61. Defendant Kuo was informed by JESSICA of the birth of her child and that the birth had been a difficult birth and that she exhausted [sic] by the ordeal. Defendant Kuo upon hearing of the weakened state of her employee decided to take advantage of JESSICA’s weaken condition [sic] and sought to burden harass and harangue JESSICA to force her hand in the hope that JESSICA in her weakened condition would simply quit her position with WOODLAND HILLS. Defendant Kuo used threats of immediate termination and disciplinary action including but not limited to withdrawal of the offer to re-employ JESSICA, against JESSICA, knowing full well that WOODLAND HILLS had granted JESSICA a leave from her service with WOODLAND HILLS and that JESSICA had not as yet been released to return to work by her physician. Kuo actions [sic] represented illegal conduct prohibited by the Aforementioned Government Codes which guaranteed JESSICA the return to her position as before taking the approved leave.
62. As a proximate result of the wrongful conduct of DEFENDANTS, and each of them, JESSICA has suffered and continues to suffer severe and continuous humiliation, emotional distress, and mental pain and anguish, all to her damage in an amount according to proof at the time of trial.” (FAC, ¶¶ 4; 12-19 and 60-62).

As stated above, “[m]anaging personnel is not outrageous conduct beyond the bounds of human decency, but rather conduct essential to the welfare and prosperity of society. A simple pleading of personnel management activity is insufficient to support a claim of intentional infliction of emotional distress, even if improper motivation is alleged. If personnel management decisions are improperly motivated, the remedy is a suit against the employer for discrimination.” Janken v. GM Hughes Electronics (1996) 46 C.A.4th 55, 80.

Also, “generally an employee can have no tort recovery for emotional distress resulting from his employment. The emotional distress which stems from an employer’s unfavorable supervisory decisions, including termination of employment, is a normal part of the employment relationship, even when the distress results from an employer’s conduct that is intentional, unfair or outrageous. Thus, the employee is left to his workers’ compensation remedy. (Gantt [v. Sentry Ins. (1992)], 1 C.4th [1083,] at p. 1099; Shoemaker v. Myers (1990) 52 C.3d 1, 18-20). However, a plaintiff can recover for infliction of emotional distress if he or she has a tort cause of action for wrongful termination in violation of public policy or wrongful termination in violation of an express statute because then, emotional distress damages are simply a component of compensatory damages. Phillips v. Gemini Moving Specialists (1998) 63 C.A.4th 563, 577 (emphasis theirs). “’[I]nfliction of emotional distress claims are merely alternative legal theories for holding defendants liable for the same conduct’ that underlies a related intentional tort (e.g., libel). Thus, such claims are ‘redundant’ and must stand or fall with the related claim. [Wong v. Jing (2010) 189 C.A.4th 1354, 1378-1379].” Chin, supra, at ¶ 5:421.

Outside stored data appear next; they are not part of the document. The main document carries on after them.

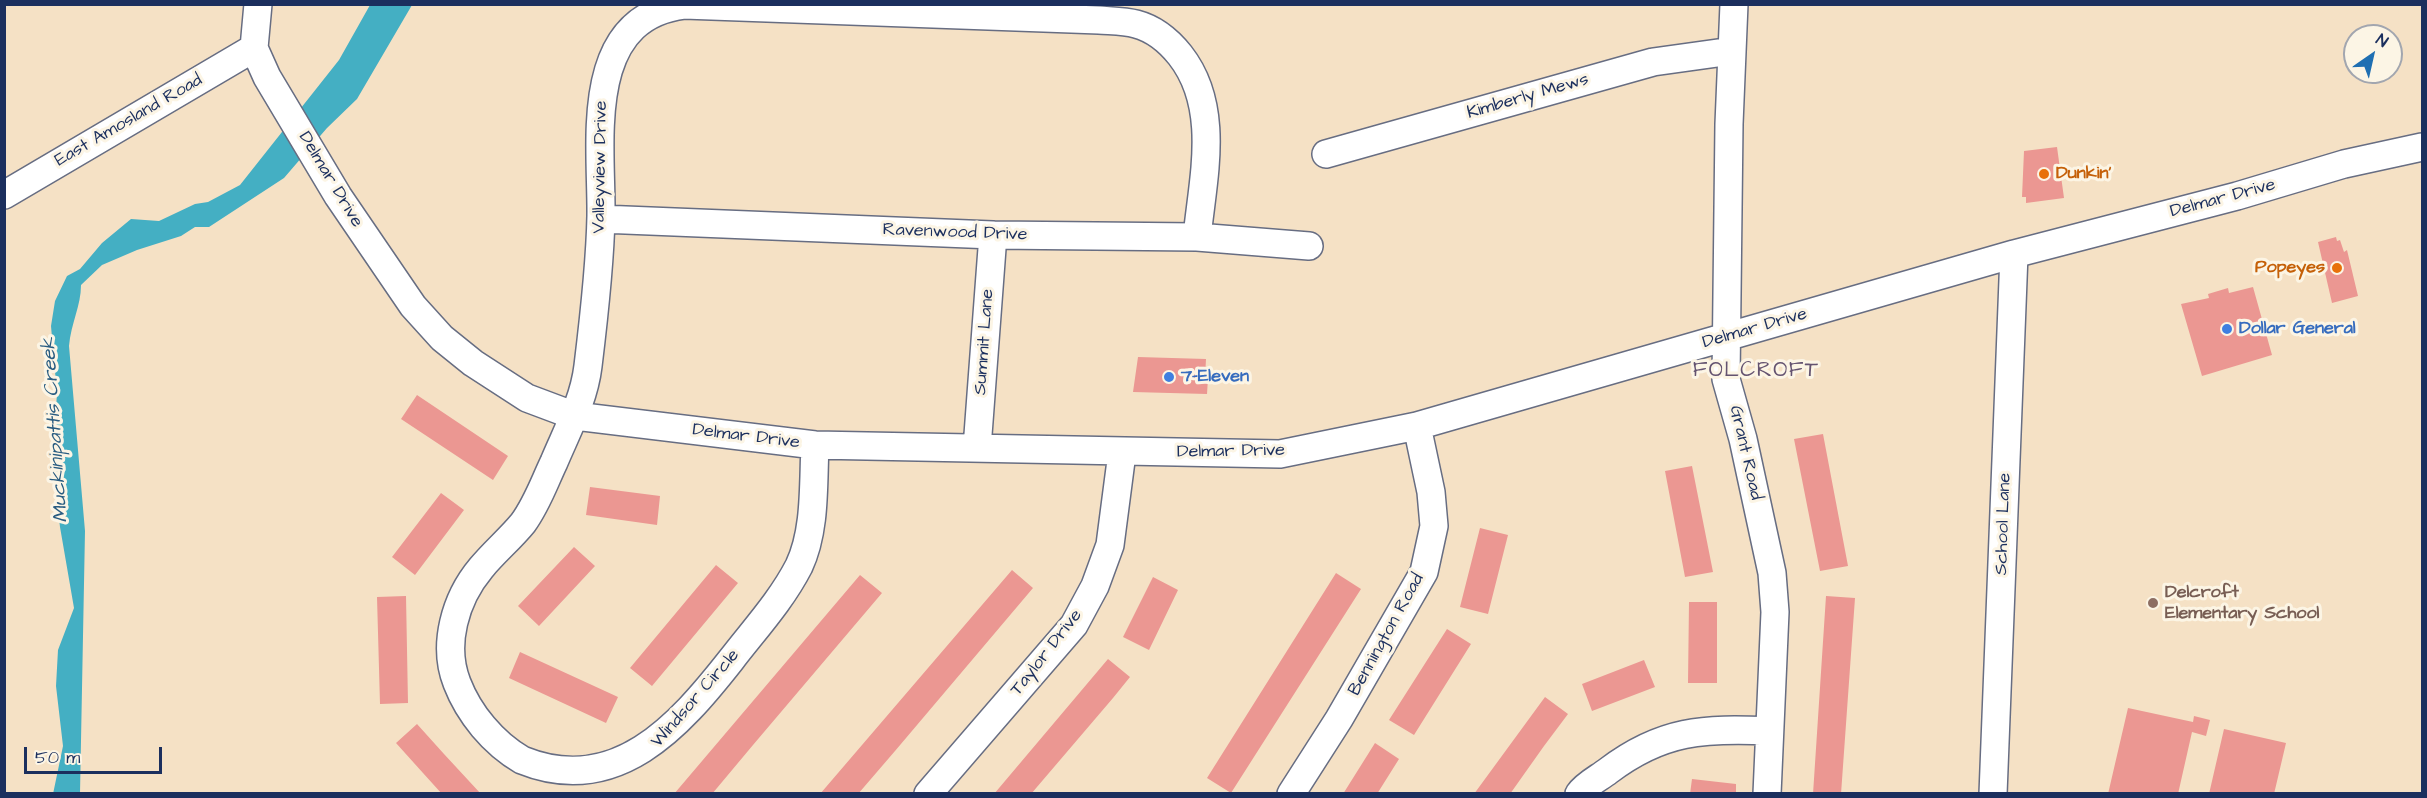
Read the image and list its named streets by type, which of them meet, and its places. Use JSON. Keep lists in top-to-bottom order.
{
  "streets": {
    "street": [
      "Kimberly Mews",
      "East Amosland Road",
      "Valleyview Drive",
      "Delmar Drive",
      "Ravenwood Drive",
      "Summit Lane",
      "Grant Road",
      "School Lane",
      "Bennington Road",
      "Taylor Drive",
      "Windsor Circle"
    ]
  },
  "crossings": [
    ["Kimberly Mews", "Grant Road"],
    ["East Amosland Road", "Delmar Drive"],
    ["Valleyview Drive", "Delmar Drive"],
    ["Valleyview Drive", "Ravenwood Drive"],
    ["Valleyview Drive", "Windsor Circle"],
    ["Delmar Drive", "Summit Lane"],
    ["Delmar Drive", "Grant Road"],
    ["Delmar Drive", "School Lane"],
    ["Delmar Drive", "Bennington Road"],
    ["Delmar Drive", "Taylor Drive"],
    ["Delmar Drive", "Windsor Circle"],
    ["Ravenwood Drive", "Summit Lane"]
  ],
  "districts": ["FOLCROFT"],
  "water": ["Muckinipattis Creek"],
  "places": [
    "Dunkin'",
    "Popeyes",
    "Dollar General",
    "7-Eleven",
    "Delcroft Elementary School"
  ],
  "scale_bar": "50 m",
  "north": "top right"
}
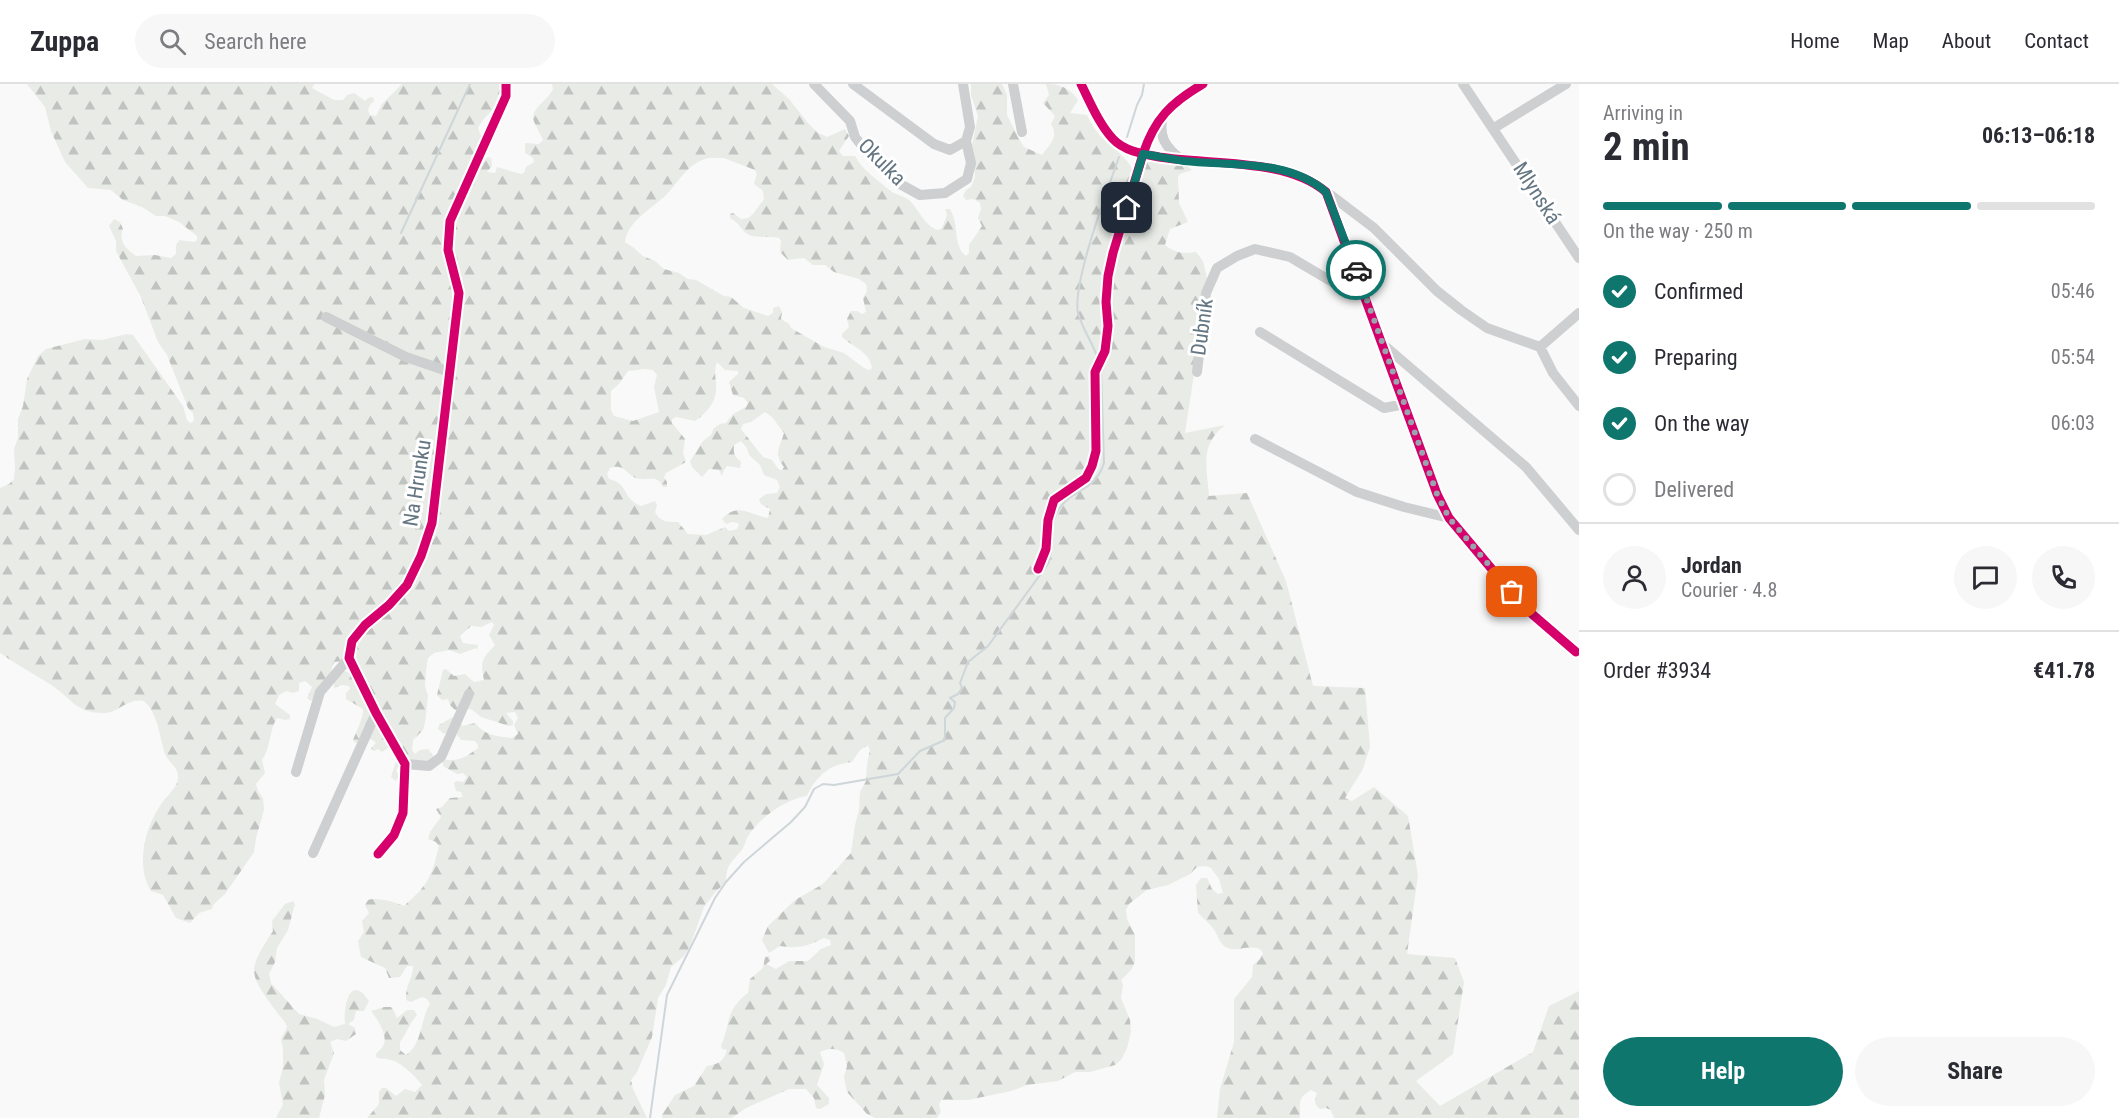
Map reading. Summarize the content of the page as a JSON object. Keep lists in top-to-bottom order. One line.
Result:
{"streets":{"street":["Okulka","Mlynská","Dubník","Na Hrunku"]},"page":{"header":"Zuppa","search":"Search here","nav":["Home","Map","About","Contact"],"heading":["2 min","Arriving in","06:13–06:18"],"panel":["Jordan","Courier · 4.8","Order #3934","€41.78"],"bar":"On the way · 250 m","list":[["Confirmed","05:46"],["Preparing","05:54"],["On the way","06:03"],"Delivered"],"buttons":["Help","Share"]}}
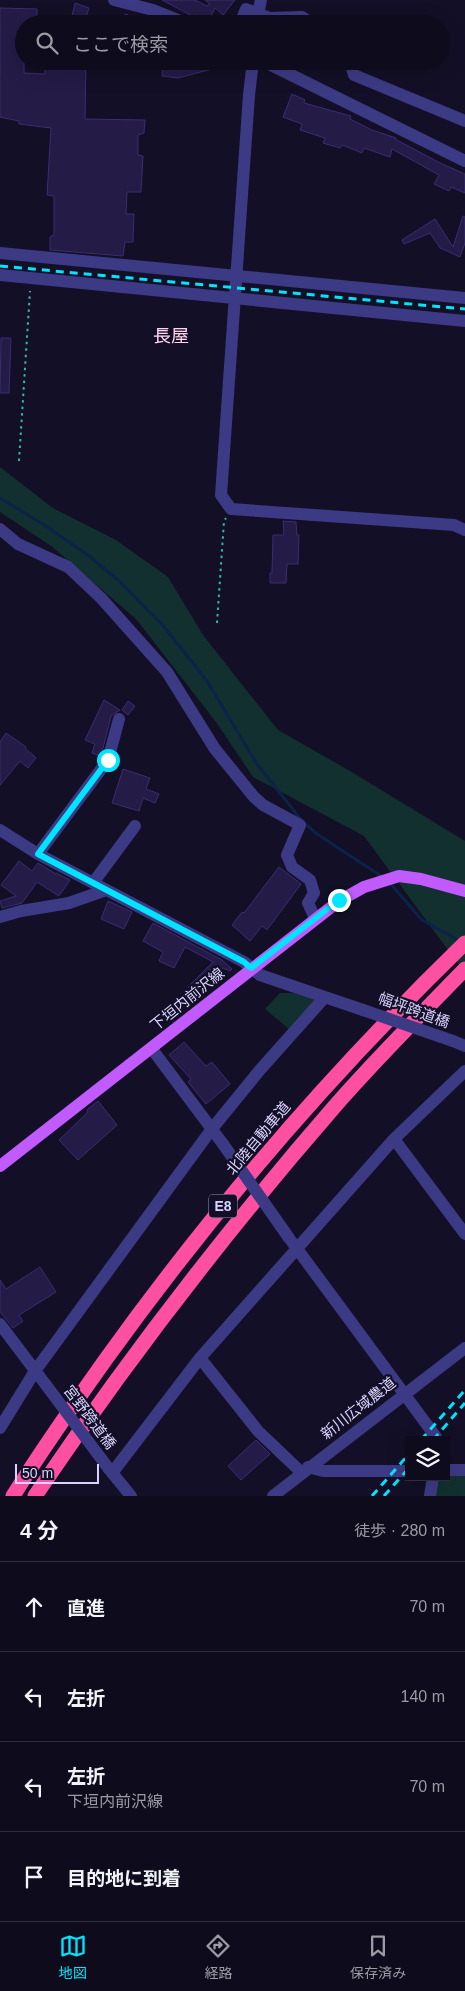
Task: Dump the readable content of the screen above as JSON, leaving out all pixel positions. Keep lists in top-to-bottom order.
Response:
{
  "streets": {
    "highway": ["北陸自動車道", "E8"],
    "main road": ["下垣内前沢線"],
    "street": ["幅坪跨道橋", "新川広域農道", "宮野跨道橋"]
  },
  "crossings": [
    ["下垣内前沢線", "幅坪跨道橋"]
  ],
  "districts": ["長屋"],
  "scale_bar": "50 m",
  "page": {
    "search": "ここで検索",
    "scale": "50 m",
    "heading": ["4 分", "徒歩 · 280 m"],
    "list": [
      ["直進", "70 m"],
      ["左折", "140 m"],
      ["左折", "下垣内前沢線", "70 m"],
      "目的地に到着"
    ],
    "nav": ["地図", "経路", "保存済み"]
  }
}
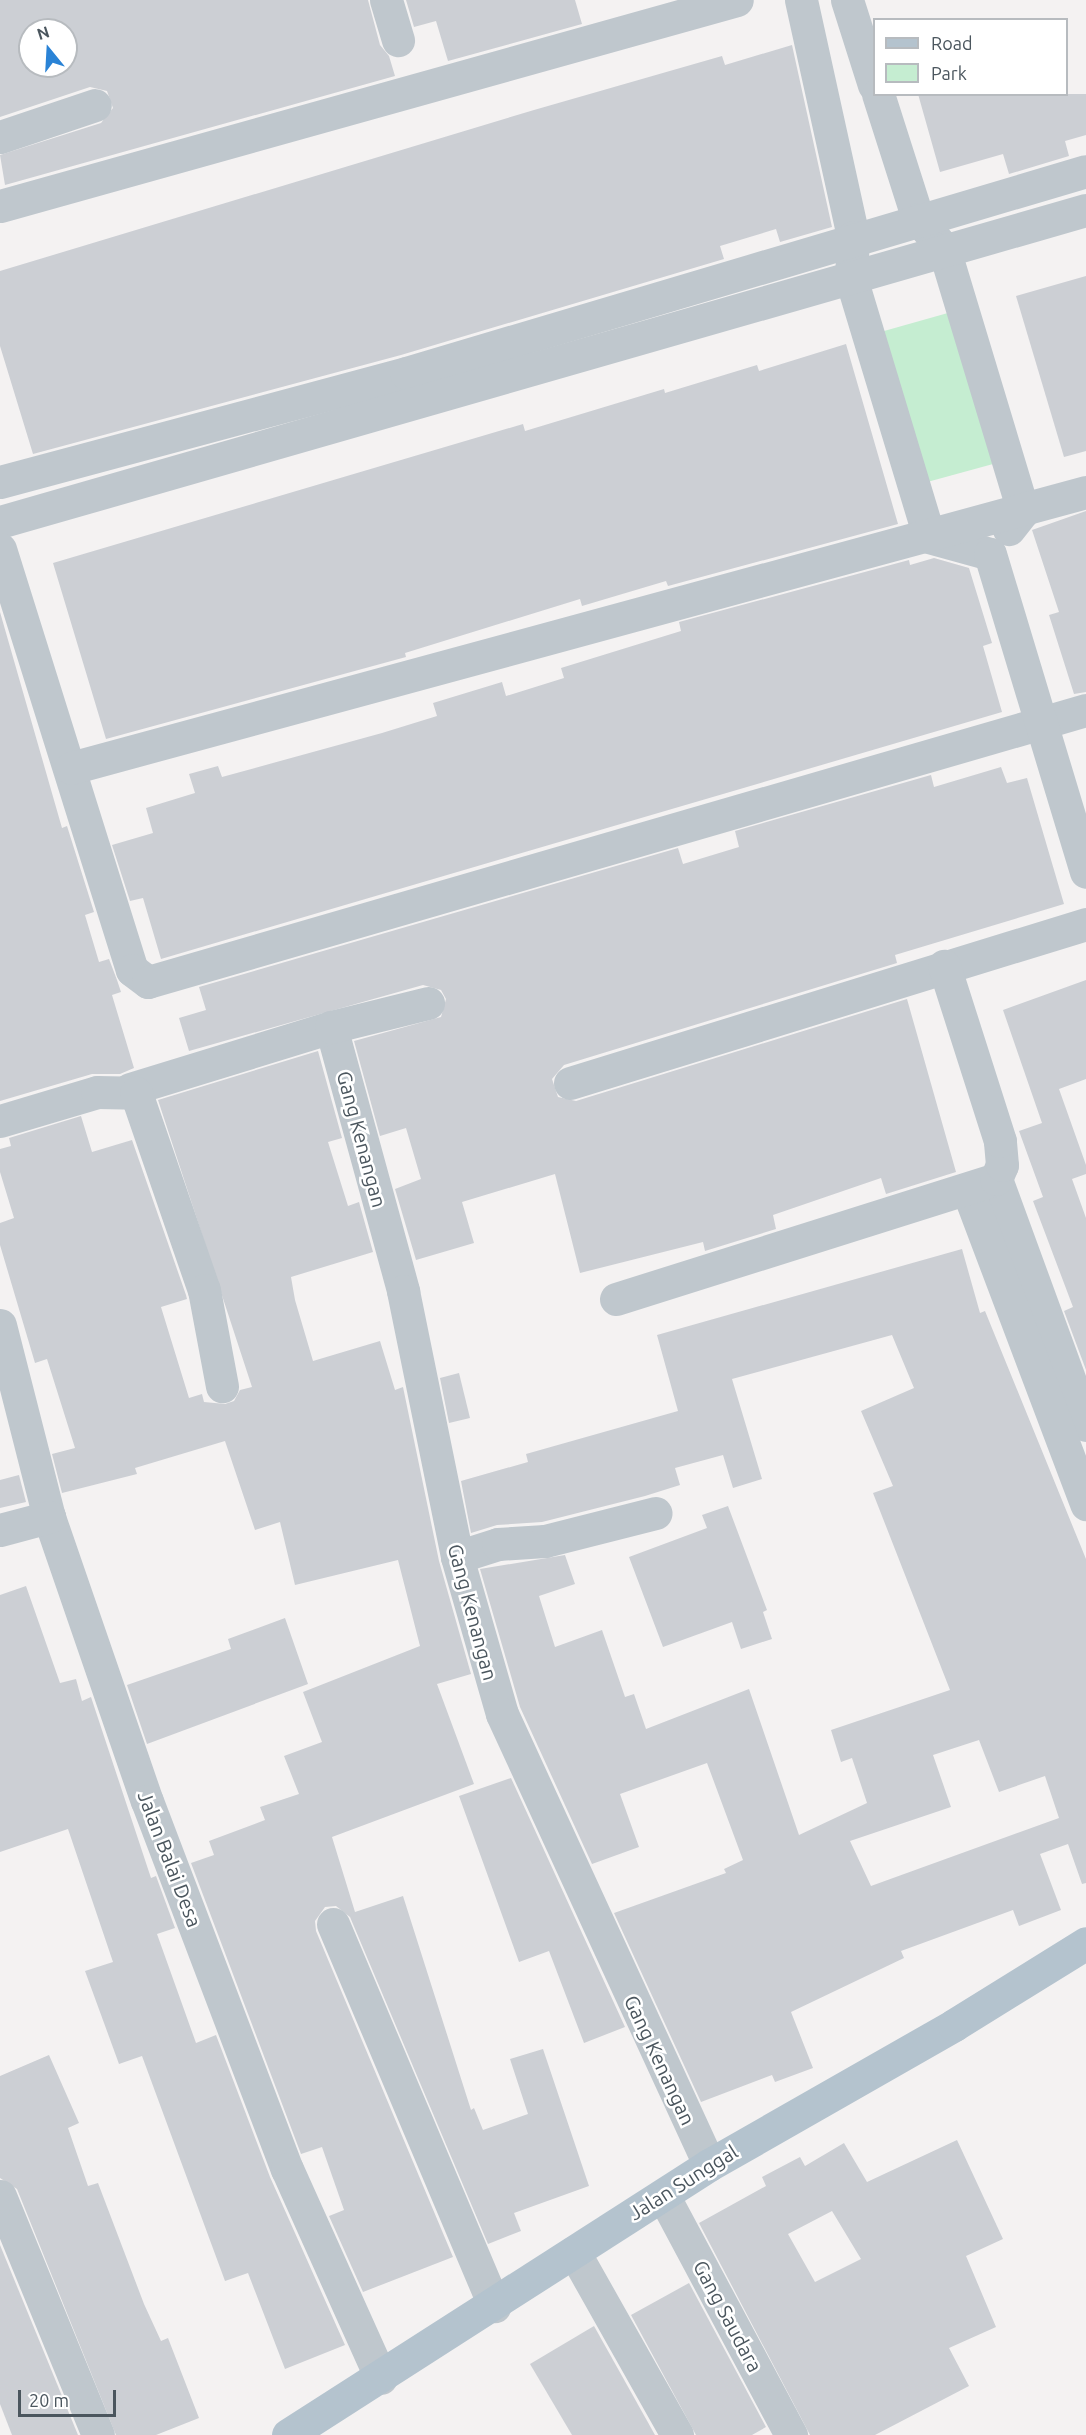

P has not set forth any authority that has permitted a standalone IIED COA in the employment setting against a supervisor without a corresponding harassment or similar COA alleged. This COA, then, is preempted.

Furthermore, as D Kuo points out, even if P were given leave to amend to add Kuo to her CRFA Retaliation COA, that amendment would be futile, inasmuch as supervisors are not personally liable for retaliation under the CFRA. See Nazir v. United Airlines, Inc. (2009) 178 C.A.4th 243, 287.

As such the demurrer is sustained without leave to amend.